Typically, the country's top economic planner NDRC sets the annual quota limits for a calendar year, while the Ministry of Commerce allocates the quota by batches within the cap by considering export licenses holders' applications.
In previous years, the first batch quotas for the subsequent year were issued by end-December to allow oil companies to execute their exports on time in January. China's export quotas for the previous years are not allowed to roll over to a new year.
"The process from NDRC setting the annual limit to actual allocation takes more than a week, so that it is more unlikely to see the batch by year-end," the Beijing-based source said.
Impact on loading
As a result, exporting refineries either have not finalized their January export plans or arranged their loading schedules in later next month instead of the early days, refining sources told Platts.
"Waiting for the allocation... we may need to postpone our loading schedule," a source with one of PetroChina's key exporting refinery in northeast China said.
"Our loading schedules are not in early January, hopefully, the impact is limited.

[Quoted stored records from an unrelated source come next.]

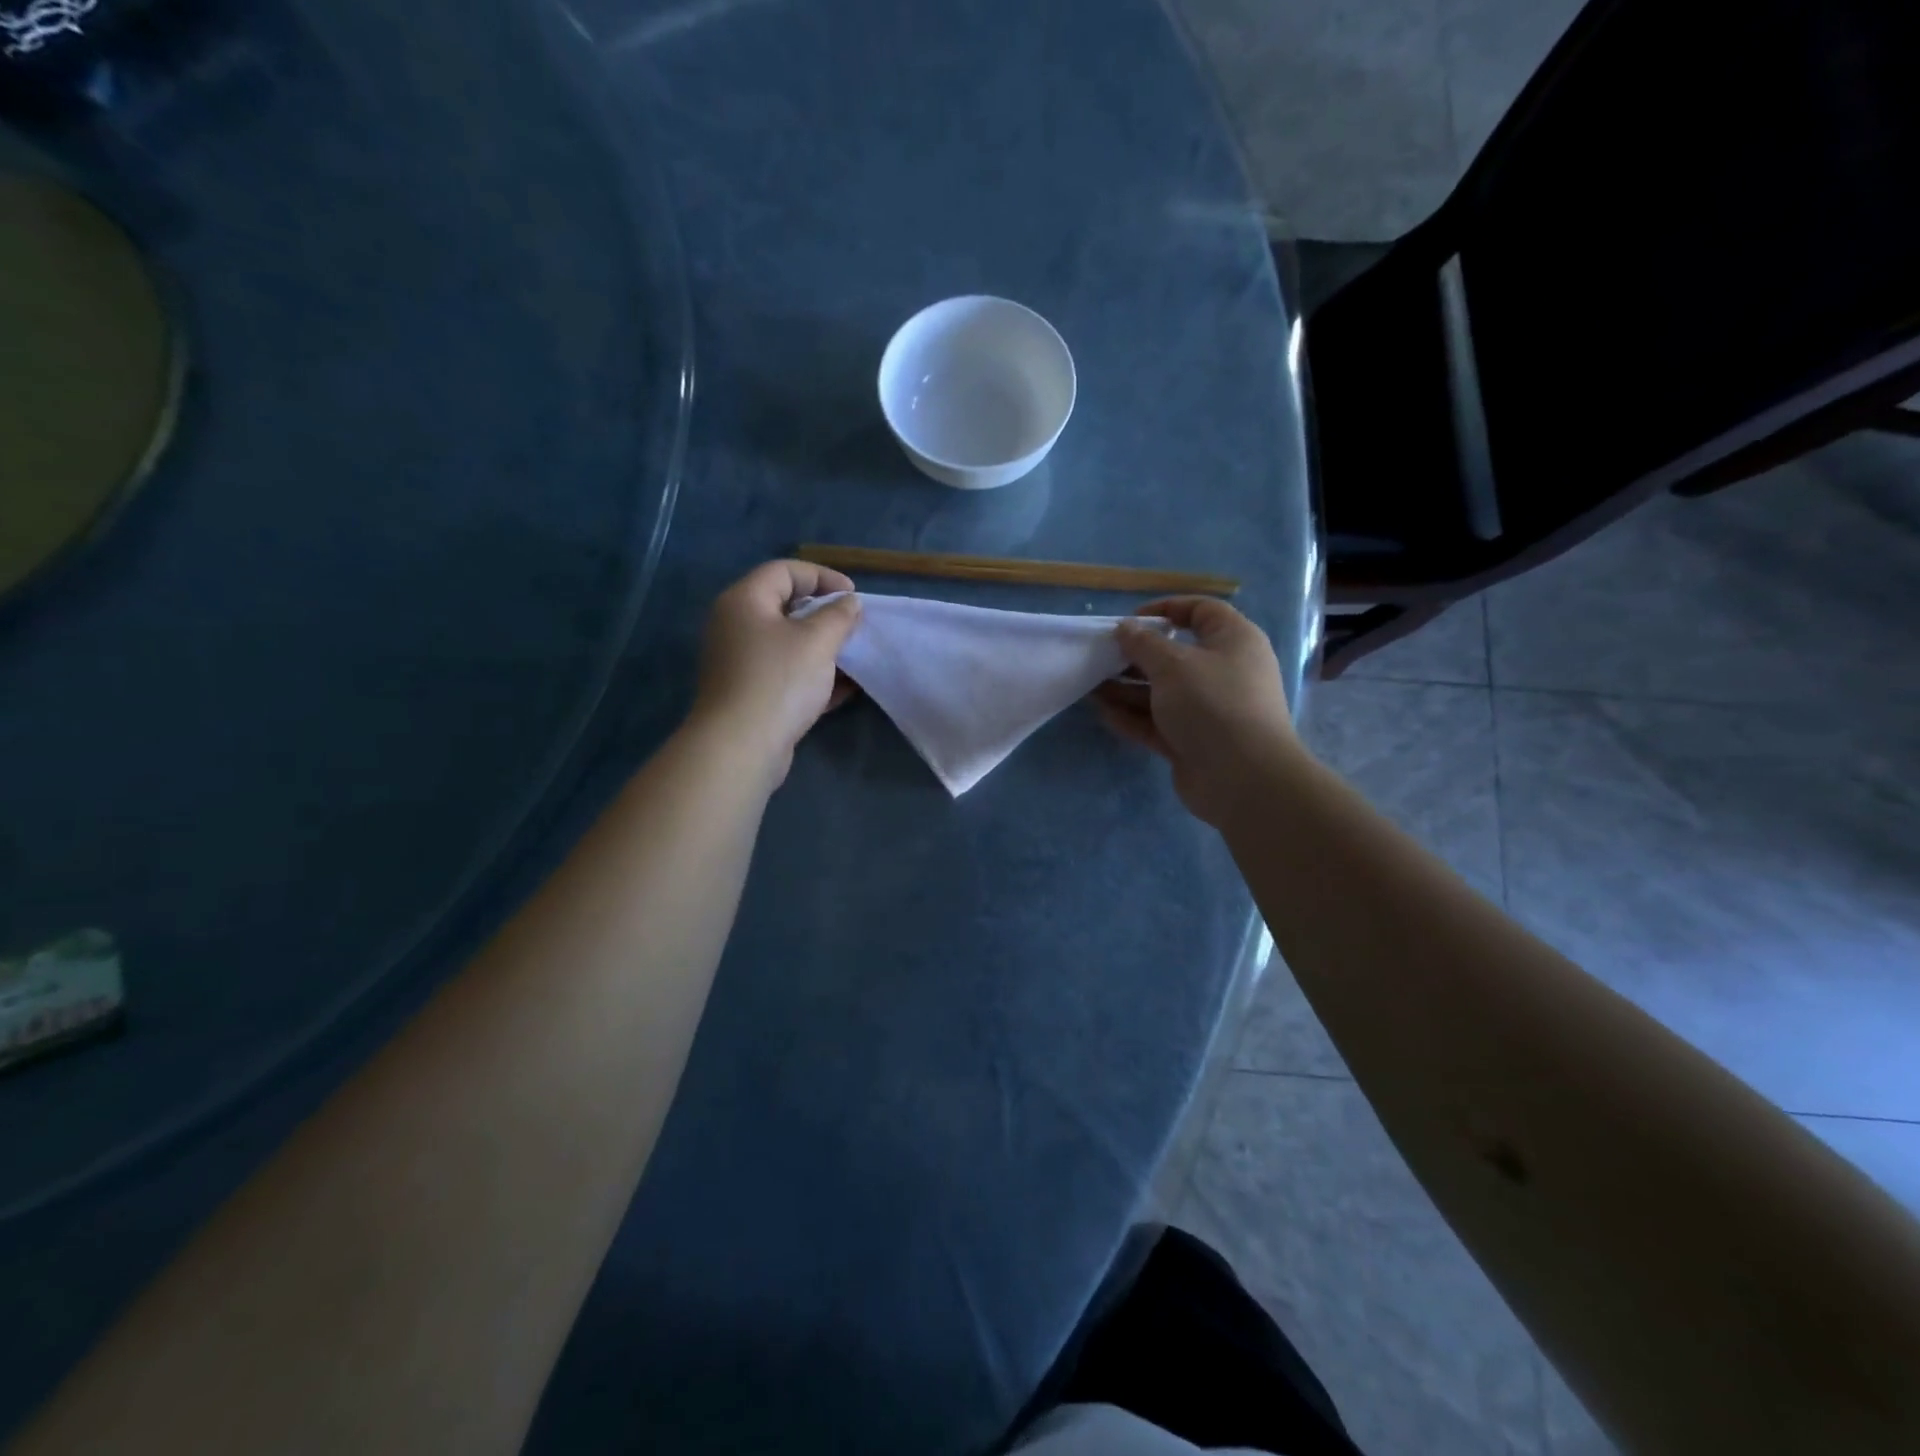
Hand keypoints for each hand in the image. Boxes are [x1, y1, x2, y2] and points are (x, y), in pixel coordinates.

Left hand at [690, 560, 862, 780]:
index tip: (853, 596)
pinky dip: (814, 676)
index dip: (823, 576)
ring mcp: (740, 663)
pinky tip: (846, 688)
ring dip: (823, 647)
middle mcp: (736, 626)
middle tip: (854, 626)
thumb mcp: (818, 640)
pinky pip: (786, 674)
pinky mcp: (750, 695)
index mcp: (745, 601)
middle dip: (825, 614)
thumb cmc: (779, 680)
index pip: (784, 571)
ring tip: (854, 656)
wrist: (741, 746)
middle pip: (784, 607)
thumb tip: (849, 603)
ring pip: (787, 644)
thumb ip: (839, 615)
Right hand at [1094, 597, 1298, 826]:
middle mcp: (1223, 672)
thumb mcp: (1172, 665)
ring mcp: (1208, 710)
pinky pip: (1158, 723)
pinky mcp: (1193, 742)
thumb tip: (1125, 629)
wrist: (1242, 778)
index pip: (1201, 611)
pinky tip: (1103, 713)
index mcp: (1233, 641)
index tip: (1131, 620)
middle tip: (1102, 656)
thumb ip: (1143, 644)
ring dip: (1127, 688)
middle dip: (1137, 655)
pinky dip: (1133, 717)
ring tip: (1091, 685)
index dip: (1166, 609)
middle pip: (1175, 655)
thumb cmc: (1212, 704)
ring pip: (1162, 692)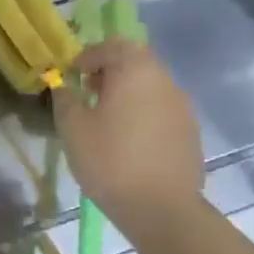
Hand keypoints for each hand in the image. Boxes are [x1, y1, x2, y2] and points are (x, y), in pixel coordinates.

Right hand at [53, 38, 205, 238]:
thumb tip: (64, 86)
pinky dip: (141, 112)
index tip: (72, 75)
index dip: (89, 56)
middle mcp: (164, 81)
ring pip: (150, 86)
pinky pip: (161, 109)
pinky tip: (127, 139)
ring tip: (104, 118)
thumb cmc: (110, 160)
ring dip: (126, 92)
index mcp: (136, 72)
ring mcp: (182, 107)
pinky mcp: (189, 131)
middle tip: (87, 92)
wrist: (161, 208)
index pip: (113, 45)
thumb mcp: (73, 128)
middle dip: (109, 71)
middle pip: (136, 62)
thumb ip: (66, 99)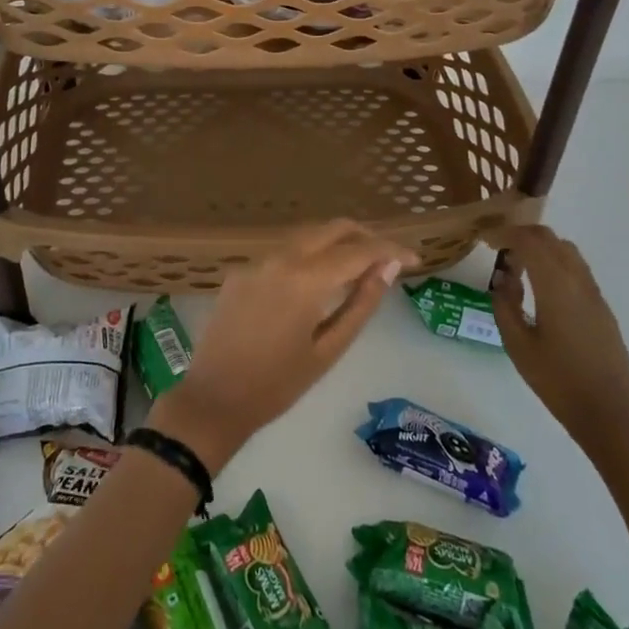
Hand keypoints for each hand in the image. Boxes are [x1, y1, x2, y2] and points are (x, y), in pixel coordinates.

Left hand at [150, 220, 413, 471]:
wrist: (213, 399)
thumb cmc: (277, 385)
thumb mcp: (329, 349)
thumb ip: (361, 303)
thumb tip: (388, 268)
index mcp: (305, 278)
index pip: (359, 250)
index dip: (390, 251)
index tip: (415, 259)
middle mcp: (280, 258)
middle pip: (331, 228)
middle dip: (365, 237)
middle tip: (389, 259)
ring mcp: (256, 261)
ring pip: (306, 236)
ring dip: (336, 243)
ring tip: (361, 267)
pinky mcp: (240, 271)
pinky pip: (283, 253)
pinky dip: (309, 256)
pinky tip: (319, 280)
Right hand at [487, 225, 628, 456]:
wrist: (611, 414)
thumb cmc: (558, 380)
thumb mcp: (518, 345)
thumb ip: (505, 305)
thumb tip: (504, 278)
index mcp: (556, 285)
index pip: (529, 241)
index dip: (505, 234)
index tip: (485, 240)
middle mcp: (578, 280)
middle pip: (550, 239)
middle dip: (522, 236)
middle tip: (498, 249)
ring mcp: (594, 293)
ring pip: (567, 251)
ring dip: (541, 248)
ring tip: (518, 266)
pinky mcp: (602, 308)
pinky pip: (576, 269)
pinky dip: (555, 263)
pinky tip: (541, 287)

But it is quite certain that export volume will fall in 2022," a source with PetroChina refinery in southern China said.
"We may not export until H2 of January, and it is difficult to plan without the allocation," said a source with one of Sinopec's flagship refinery.
Another Sinopec refining source based in eastern China said the plant will send two MR-sized cargoes to overseas in January, gasoline and gasoil each. The volume will fall from around 100,000 mt/month that the refinery usually exports.
2022 volume set to fall
The possible delay may be due to difficulty in setting the reduction of oil product exports from 2021, market sources said.
"It is difficult, as the quota for 2021 has slumped. To refineries, more quotas mean more flexibilities, but the government intends to cut further to limit emission and as a measure to tighten up the industry by producing just for meeting domestic needs," a Singapore-based analyst said.
Market sources estimated the 2022 exports quota cut could be as deep as around 10 million mt from the 2021 level.
The government slashed the quotas for exporting gasoline, gasoil and jet fuel in 2021 to 37 million mt from 59.03 million mt for 2020. However, the volume edged up to 37.61 million mt in November as Beijing allowed quota transferring from fuel oil.
China had been expected to increase oil product exports in line with growing refining capacity and slowdown in domestic demand, which would intensify competition in regional market.
However, a U-turn emerged in 2021 as Beijing firmly decided to reduce the country's exports to cut emissions in an effort to meet its net-zero target.